Lost Butte, Montana, a book by Richard I. Gibson, is in stores and museum gift shops around Butte. Or order from the publisher. It's also in E-book formats at all the usual places. And read an interview with Gibson, here, and on KXLF here. The Facebook page has many historic photos of Butte, and the Butte-Anaconda NHLD project showcases many historic buildings. Location-oriented posts can be found on HistoryPin. On Mondays beginning in January 2016, look for Gibson's "Mining City History" column in the Montana Standard.

Wednesday, February 19, 2014

Naming of the Neversweat

The famous seven stacks, 1900.
The following is taken verbatim from Mining Reporter, Dec. 29, 1904.


We have been entertained many times by the quaint naming of well-known mines, but strangely few of such stories find their way into print. Among mines of queer names and stories are the "Wake Up Jim," "R. A. M.," "Wano-Wato," "X10U8," the alleged Pontius Pilate group on Holy Cross mountain and so forth. At one time the naming of mining claims so appealed to the riotous imaginations of the early miners that the federal government took a hand in the game and made regulations as to how far they could go in giving their locations a name.

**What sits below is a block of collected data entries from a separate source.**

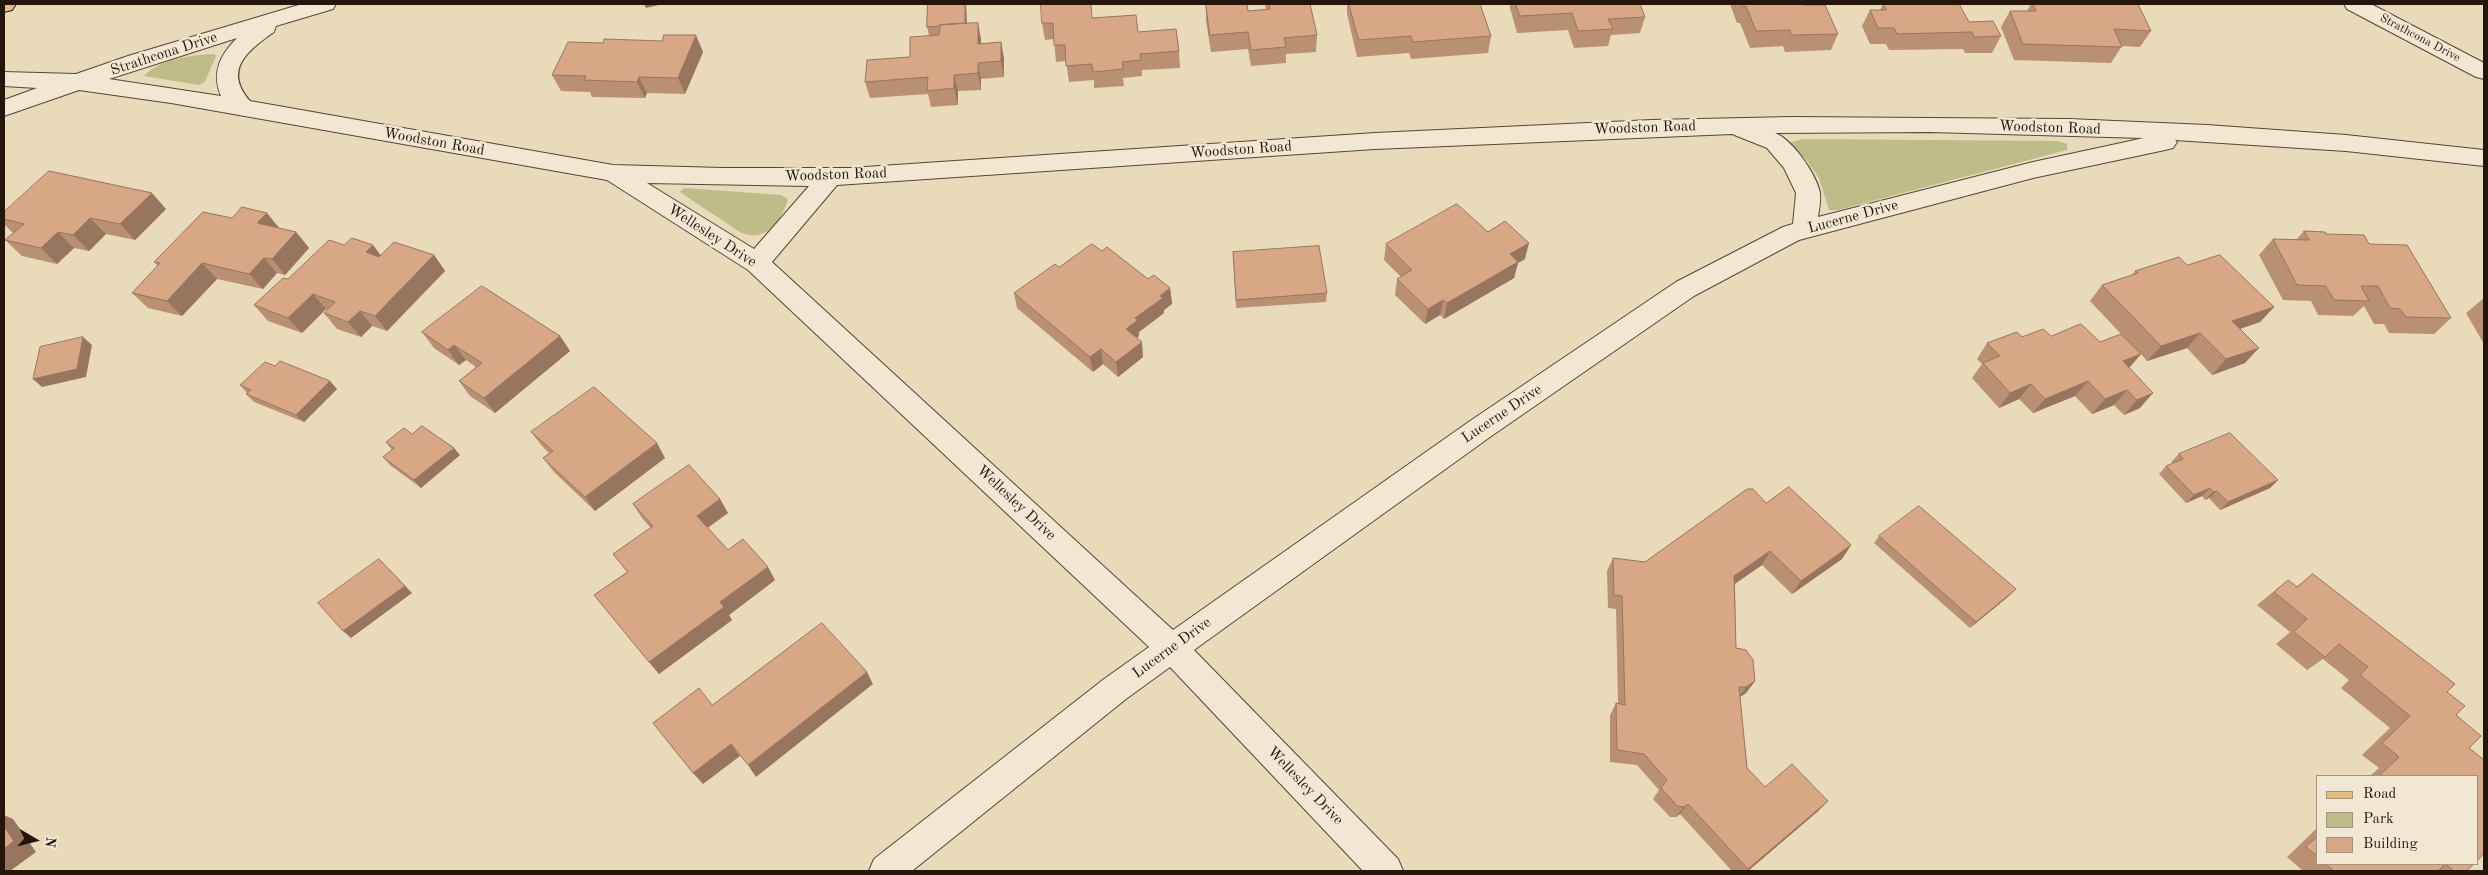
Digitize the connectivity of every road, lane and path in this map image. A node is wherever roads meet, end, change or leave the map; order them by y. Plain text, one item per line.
1 (326, 4) edge
2 (2355, 4) edge
3 (292, 14) junction
4 (2484, 72) edge
5 (4, 79) edge
6 (79, 82) junction
7 (4, 108) edge
8 (243, 108) junction
9 (1728, 126) junction
10 (2206, 134) junction
11 (2482, 155) edge
12 (613, 173) junction
13 (830, 177) junction
14 (1805, 230) junction
15 (758, 263) junction
16 (1172, 648) junction
17 (886, 871) edge
18 (1386, 871) edge

1 - 3 street, Strathcona Drive
2 - 4 street, Strathcona Drive
3 - 6 street, Strathcona Drive
3 - 8 street
5 - 6 street, Woodston Road
6 - 7 street, Strathcona Drive
6 - 8 street, Woodston Road
8 - 12 street, Woodston Road
9 - 10 street, Woodston Road
9 - 13 street, Woodston Road
9 - 14 street
10 - 11 street, Woodston Road
10 - 14 street, Lucerne Drive
12 - 13 street, Woodston Road
12 - 15 street, Wellesley Drive
13 - 15 street
14 - 16 street, Lucerne Drive
15 - 16 street, Wellesley Drive
16 - 17 street, Lucerne Drive
16 - 18 street, Wellesley Drive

The stories as to how some claims received their curious appellations are always Interesting. The Anaconda Standard vouches for the following:

It has been told in the Standard on more than one occasion how the great Anaconda and St. Lawrence mines received their names. A companion mine to these mines is the Never Sweat, and at the present time it may be doubted if there is any greater mine in the entire Butte camp than the Never Sweat mine. While in years past more ore has been taken out of the famed Anaconda, at the present time there is no mine from which a greater amount of ore is taken than from the Never Sweat. It is down 2,200 feet and there is no deeper mine in the camp save the Anaconda itself, which is down 2,400 feet.

H. S. Clark, one of Butte's most esteemed pioneers, was telling to a party of friends the other day how the Never Sweat received its peculiar name.

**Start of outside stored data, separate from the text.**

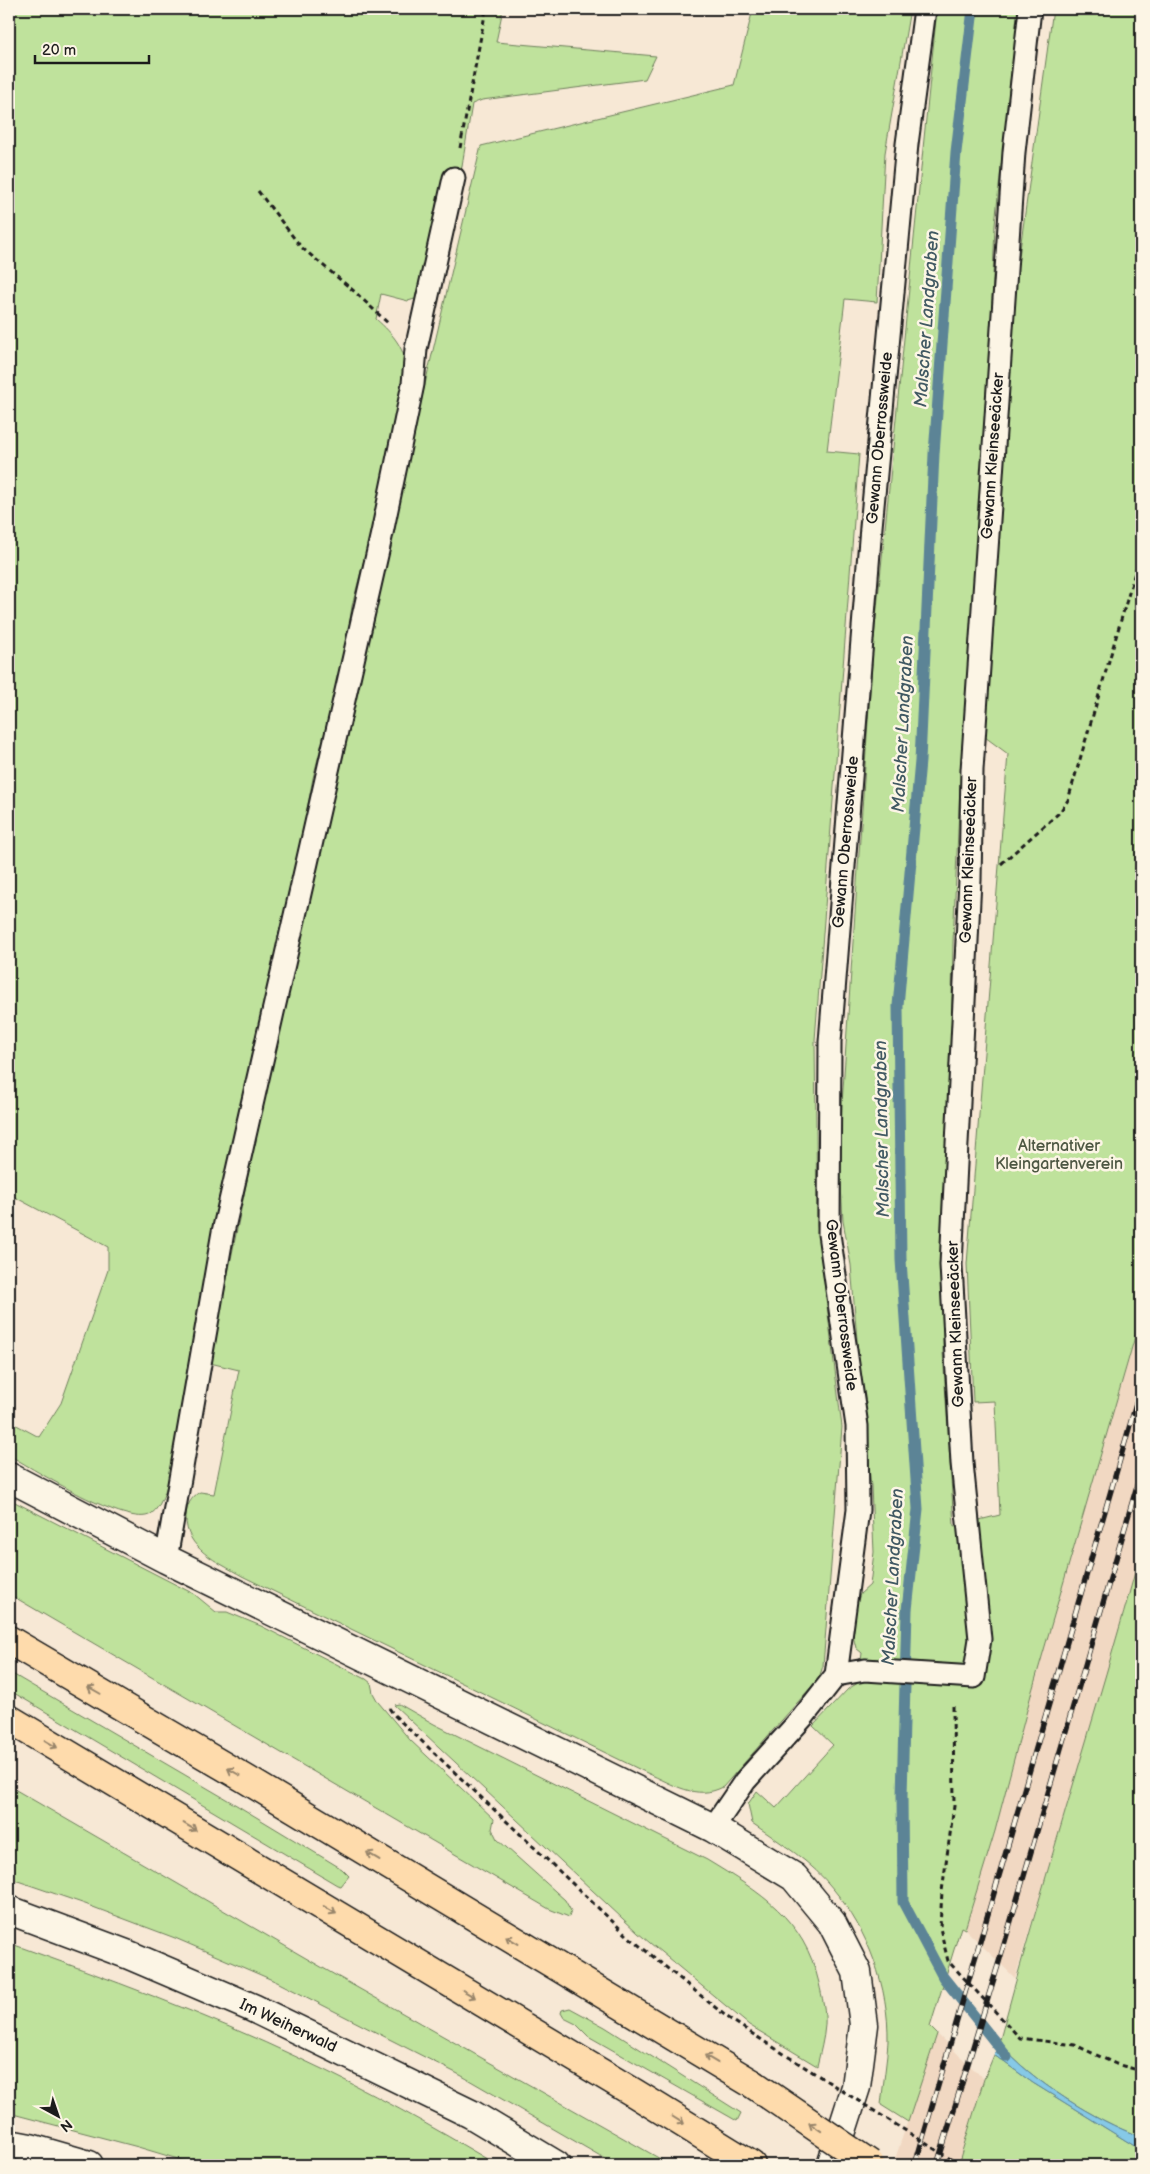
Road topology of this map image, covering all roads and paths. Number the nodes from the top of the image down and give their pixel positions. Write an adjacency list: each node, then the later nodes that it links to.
1 (486, 9): 4 (path)
2 (925, 9): 13 (lane, Gewann Oberrossweide)
3 (1030, 9): 14 (lane, Gewann Kleinseeäcker)
4 (454, 178): 6 (lane)
5 (258, 191): 6 (path)
6 (416, 349): 10 (lane)
7 (1141, 552): 8 (path)
8 (1000, 865)
9 (9, 1477): 10 (street)
10 (166, 1559): 12 (street)
11 (9, 1640): 24 (highway, one-way to 11, bridge)
12 (391, 1671): 16 (street); 25 (path, bridge)
13 (836, 1675): 14 (lane); 16 (lane)
14 (946, 1676): 18 (path)
15 (9, 1719): 20 (highway, one-way to 20)
16 (713, 1828): 23 (street)
17 (9, 1910): 22 (street, Im Weiherwald)
18 (1141, 2071)
19 (9, 2144): 21 (street)
20 (742, 2160)
21 (89, 2165)
22 (556, 2165)
23 (831, 2165)
24 (873, 2165)
25 (960, 2165)
26 (1085, 2165): 27 (path)
27 (1097, 2165)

"I think it was back in the year 1875 that it was located," said Mr. Clark. "I was clerk of the court at the time and it was the custom with a number of the prospectors in those days to give me an interest in the mines they located provided I would file the location and pay the fee, few of the prospectors having much ready cash. Some of my interests in the mines I kept for years; some I gave away; some I sold for little or nothing some I got a good thing out of. All of them nearly would have yielded me handsomely had I held onto them to later days.

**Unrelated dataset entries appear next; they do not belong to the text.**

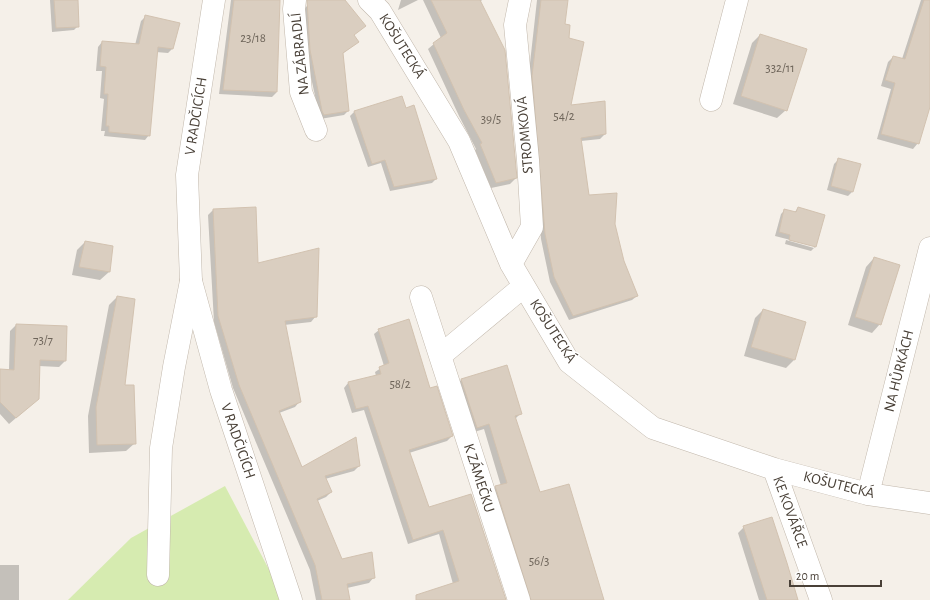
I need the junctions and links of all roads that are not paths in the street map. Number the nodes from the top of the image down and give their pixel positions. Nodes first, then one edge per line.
1 (214, 0) edge
2 (295, 0) edge
3 (369, 0) edge
4 (520, 0) edge
5 (737, 0) edge
6 (711, 100) dead end
7 (316, 130) dead end
8 (930, 248) edge
9 (511, 264) junction
10 (191, 281) junction
11 (524, 286) junction
12 (420, 297) dead end
13 (440, 356) junction
14 (774, 469) junction
15 (868, 494) junction
16 (929, 505) edge
17 (158, 575) dead end
18 (291, 600) edge
19 (519, 600) edge
20 (821, 600) edge

1 - 10 street, V RADČICÍCH
2 - 7 street, NA ZÁBRADLÍ
3 - 9 street, KOŠUTECKÁ
4 - 9 street, STROMKOVÁ
5 - 6 street
8 - 15 street, NA HŮRKÁCH
9 - 11 street, KOŠUTECKÁ
10 - 17 street, V RADČICÍCH
10 - 18 street, V RADČICÍCH
11 - 13 street
11 - 14 street, KOŠUTECKÁ
12 - 13 street, K ZÁMEČKU
13 - 19 street, K ZÁMEČKU
14 - 15 street, KOŠUTECKÁ
14 - 20 street, KE KOVÁŘCE
15 - 16 street, KOŠUTECKÁ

"Among the locations made at that time was the Never Sweat. Joe Ransom and Bill McNamara were the locators and they gave me an interest in the property with them.

"Ransom and McNamara had got a little hole dug, perhaps forty or fifty feet deep, when they came by my cabin one day.

"'Well, how is the mine coming on, boys?' I asked.

"'It's a cinch we will never sweat any taking ore out of that hole,' said Ransom.

"'What have you named it?'

"'Ain't named it yet, and don't think it is worth naming," said McNamara.

"'You'd better name it so I can put the location on record in correct shape,' I said.

"'Well, you name it,' said Ransom.

"'Then we'll call it the Never Sweat mine,' said I, 'as you think you will never sweat taking ore out of it.'

"So that is the name it received and the name it has always had. I think I afterwards got about $1,500 for my interest."

The mine is worth untold millions at this day.

* * *

Photo from A Brief History of Butte by Harry C. Freeman, 1900.